At least one of the two empty repositories turned out to be a failed attempt to migrate to git an older Bazaar repository, at the time of our mass-migration to git via Tailor a few years back.

I remember that a handful of Bazaar repositories (some of which had in turn been migrated over from the glorious Arch SCM) could not be migrated to git, nor through our mass-migration procedure nor with ad-hoc love, but at that time we checked that nothing really important had been left behind in

Bazaar, and just moved on with life.

It turns out that although no important history was left behind, yet we had left behind this whole website, which since then has had very few changes, recorded in a git repo whose history starts where the older Bazaar repo was at the time of the failed migration.
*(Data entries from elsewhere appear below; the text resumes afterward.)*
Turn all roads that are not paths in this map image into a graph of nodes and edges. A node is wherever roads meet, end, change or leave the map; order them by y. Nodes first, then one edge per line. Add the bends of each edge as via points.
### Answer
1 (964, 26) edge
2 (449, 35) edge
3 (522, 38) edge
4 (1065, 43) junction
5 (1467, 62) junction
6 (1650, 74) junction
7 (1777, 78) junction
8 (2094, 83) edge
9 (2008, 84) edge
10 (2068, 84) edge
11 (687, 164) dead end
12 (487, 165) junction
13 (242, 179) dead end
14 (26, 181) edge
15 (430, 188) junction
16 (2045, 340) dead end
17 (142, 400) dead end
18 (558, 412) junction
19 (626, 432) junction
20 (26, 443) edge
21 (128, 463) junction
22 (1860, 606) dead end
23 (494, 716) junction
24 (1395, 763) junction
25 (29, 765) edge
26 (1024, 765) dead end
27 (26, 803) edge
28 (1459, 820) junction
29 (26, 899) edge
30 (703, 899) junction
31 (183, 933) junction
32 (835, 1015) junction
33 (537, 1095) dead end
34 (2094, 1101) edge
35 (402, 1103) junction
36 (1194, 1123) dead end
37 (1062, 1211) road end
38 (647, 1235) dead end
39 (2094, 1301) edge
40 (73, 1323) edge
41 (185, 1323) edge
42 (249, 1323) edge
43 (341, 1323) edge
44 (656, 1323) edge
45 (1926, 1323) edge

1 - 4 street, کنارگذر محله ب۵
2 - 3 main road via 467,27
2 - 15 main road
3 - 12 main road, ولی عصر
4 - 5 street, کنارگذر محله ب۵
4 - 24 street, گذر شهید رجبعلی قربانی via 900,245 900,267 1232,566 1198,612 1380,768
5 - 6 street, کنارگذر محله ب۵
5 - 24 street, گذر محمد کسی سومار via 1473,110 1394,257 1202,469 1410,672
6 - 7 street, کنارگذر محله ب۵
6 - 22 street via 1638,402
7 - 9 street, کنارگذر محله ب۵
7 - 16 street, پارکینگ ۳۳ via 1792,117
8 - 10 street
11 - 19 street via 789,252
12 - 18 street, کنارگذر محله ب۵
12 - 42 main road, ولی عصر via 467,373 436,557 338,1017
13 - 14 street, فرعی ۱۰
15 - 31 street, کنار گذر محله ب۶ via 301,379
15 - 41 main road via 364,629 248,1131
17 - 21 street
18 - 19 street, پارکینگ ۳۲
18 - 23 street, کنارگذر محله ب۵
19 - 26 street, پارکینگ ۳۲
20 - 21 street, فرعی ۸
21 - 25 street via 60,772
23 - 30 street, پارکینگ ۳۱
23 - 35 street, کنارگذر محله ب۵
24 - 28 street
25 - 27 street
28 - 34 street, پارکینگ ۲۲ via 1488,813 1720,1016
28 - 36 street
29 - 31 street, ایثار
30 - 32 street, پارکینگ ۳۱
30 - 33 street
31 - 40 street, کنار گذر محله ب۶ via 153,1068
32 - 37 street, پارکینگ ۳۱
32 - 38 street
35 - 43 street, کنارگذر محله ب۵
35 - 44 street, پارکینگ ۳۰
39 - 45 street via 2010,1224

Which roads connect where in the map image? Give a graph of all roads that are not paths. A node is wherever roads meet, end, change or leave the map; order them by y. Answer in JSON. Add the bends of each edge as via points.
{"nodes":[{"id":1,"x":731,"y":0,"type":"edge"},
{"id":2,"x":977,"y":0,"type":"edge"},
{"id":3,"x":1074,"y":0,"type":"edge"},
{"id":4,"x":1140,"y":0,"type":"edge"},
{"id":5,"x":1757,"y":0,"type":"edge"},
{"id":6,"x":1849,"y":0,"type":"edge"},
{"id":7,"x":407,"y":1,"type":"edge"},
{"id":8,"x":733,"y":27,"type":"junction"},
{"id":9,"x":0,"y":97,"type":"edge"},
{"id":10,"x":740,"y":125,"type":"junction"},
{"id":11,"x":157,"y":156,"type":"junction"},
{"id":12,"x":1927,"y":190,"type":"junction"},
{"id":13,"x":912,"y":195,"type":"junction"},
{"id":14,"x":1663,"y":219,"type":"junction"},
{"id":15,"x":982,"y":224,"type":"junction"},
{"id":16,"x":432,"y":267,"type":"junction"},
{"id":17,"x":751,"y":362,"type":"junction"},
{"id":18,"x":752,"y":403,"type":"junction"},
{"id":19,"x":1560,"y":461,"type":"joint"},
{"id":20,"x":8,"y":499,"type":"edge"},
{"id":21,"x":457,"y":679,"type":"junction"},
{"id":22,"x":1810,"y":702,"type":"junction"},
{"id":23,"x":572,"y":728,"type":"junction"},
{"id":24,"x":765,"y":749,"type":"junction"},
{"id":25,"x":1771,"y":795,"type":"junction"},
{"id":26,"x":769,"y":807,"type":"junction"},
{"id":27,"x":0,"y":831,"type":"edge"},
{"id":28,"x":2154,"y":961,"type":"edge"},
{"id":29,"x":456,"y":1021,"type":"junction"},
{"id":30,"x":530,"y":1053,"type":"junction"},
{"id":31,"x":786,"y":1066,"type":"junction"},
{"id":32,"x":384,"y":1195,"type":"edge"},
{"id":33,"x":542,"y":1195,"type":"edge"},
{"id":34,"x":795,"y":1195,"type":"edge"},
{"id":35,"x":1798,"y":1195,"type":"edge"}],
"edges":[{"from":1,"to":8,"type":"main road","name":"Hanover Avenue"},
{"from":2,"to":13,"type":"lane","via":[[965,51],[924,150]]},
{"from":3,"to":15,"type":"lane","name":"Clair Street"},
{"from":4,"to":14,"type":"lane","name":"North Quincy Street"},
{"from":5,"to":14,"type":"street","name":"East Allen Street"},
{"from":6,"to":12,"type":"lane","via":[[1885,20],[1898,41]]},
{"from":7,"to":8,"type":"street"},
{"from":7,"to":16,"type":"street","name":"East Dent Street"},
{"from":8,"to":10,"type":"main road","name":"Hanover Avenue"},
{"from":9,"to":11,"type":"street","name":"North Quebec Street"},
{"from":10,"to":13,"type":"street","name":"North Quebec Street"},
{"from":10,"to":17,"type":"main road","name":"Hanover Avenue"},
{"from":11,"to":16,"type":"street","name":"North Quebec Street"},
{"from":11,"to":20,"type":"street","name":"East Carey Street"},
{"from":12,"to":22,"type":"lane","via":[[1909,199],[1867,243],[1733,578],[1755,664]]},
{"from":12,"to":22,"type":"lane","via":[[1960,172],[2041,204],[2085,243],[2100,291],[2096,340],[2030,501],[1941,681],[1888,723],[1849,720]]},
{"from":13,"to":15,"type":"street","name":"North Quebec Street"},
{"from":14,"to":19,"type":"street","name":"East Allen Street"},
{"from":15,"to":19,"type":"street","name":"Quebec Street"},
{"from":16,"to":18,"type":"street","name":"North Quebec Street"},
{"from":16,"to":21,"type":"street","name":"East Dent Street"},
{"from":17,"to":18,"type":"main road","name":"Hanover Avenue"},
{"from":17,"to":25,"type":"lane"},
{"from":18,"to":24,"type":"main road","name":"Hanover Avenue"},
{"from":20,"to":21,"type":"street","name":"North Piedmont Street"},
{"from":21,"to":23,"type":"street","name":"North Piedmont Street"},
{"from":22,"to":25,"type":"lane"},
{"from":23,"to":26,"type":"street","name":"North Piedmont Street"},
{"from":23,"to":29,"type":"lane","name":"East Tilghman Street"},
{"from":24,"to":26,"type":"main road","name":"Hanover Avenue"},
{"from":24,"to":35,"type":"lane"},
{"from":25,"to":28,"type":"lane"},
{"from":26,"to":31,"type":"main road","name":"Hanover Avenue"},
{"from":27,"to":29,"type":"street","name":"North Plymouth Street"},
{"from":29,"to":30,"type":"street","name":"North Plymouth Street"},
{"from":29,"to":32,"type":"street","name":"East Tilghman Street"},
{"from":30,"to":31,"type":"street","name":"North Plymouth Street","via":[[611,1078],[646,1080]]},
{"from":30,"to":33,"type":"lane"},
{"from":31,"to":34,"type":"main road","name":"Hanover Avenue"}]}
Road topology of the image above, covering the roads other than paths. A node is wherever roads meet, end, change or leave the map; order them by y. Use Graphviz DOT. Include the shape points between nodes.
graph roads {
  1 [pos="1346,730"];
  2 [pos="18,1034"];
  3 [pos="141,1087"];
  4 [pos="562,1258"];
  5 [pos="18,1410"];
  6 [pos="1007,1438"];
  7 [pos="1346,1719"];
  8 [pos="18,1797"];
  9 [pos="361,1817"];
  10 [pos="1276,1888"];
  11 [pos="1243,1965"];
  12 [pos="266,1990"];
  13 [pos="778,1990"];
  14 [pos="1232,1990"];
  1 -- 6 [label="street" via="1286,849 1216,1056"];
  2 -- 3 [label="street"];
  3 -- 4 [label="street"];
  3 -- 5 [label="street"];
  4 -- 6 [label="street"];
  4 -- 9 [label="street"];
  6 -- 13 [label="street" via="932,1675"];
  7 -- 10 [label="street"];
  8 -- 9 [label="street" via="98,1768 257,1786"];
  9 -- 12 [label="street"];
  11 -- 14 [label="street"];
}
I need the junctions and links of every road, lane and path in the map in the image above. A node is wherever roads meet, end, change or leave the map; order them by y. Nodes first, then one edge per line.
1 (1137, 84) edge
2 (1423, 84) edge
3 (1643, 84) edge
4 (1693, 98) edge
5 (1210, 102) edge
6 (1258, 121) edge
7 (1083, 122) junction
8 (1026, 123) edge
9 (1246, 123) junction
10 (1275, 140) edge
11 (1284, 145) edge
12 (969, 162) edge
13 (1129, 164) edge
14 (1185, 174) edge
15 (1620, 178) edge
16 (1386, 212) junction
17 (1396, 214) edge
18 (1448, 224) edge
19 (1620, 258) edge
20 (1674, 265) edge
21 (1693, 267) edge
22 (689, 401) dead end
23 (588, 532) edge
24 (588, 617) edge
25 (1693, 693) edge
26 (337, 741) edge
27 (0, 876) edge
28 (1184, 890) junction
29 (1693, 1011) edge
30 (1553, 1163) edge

As i was going to archive all this stuff, i wanted to bring all the past history into a single git repo, with the more recent redesign work stored as a feature branch – and here is where trouble started: bzr fast-export was failing with an articulated Python stack trace, and git clone bzr—git://old/repo/ was failing likewise. When checking the Bazaar repo with bzr check -v, it turned out that a ghost revision within the old repo, ancestor of revision 1 (?!), was the culprit. As i haven’t been using Bazaar in ages, i didn’t know what to

do about this, although a quick search around the error messages i was getting seemed to point only to outstanding (some since 2009…) bug reports about ghost revisions blocking Bazaar exports.

Eventually though, since the “damaged” Bazaar repo only stored nine revisions, I thought it would be easier to just check out each of them sequentially, committing into a git repository the status of the working directory at each (Bazaar) checkout. Still, I wanted to preserve (just for archival purposes, again – none of this had any real practical relevance) the original timestamps, rather than making all the commits appear to have happened tonight.

git’s brilliance shines through in every detail: it took just a quick stackoverflow search to learn just how to backdate git commits… and a few minutes later, my git repo was populated with the full past history:

mkdir /path/to/git/repo
cd /path/to/bzr/repo
bzr revert -r1
rsync -ravz --delete /path/to/bazaar/repo/ /path/to/git/repo
cd /path/to/git/repo
git add .
GIT_AUTHOR_DATE="<original commit timestamp>" GIT_COMMITTER_DATE="<original commit timestamp>" git commit -m <old bzr commit message>

…And so on for each revision. The new repository is now pushed to our master

git server and the old Bazaar repo is nuked – good riddance!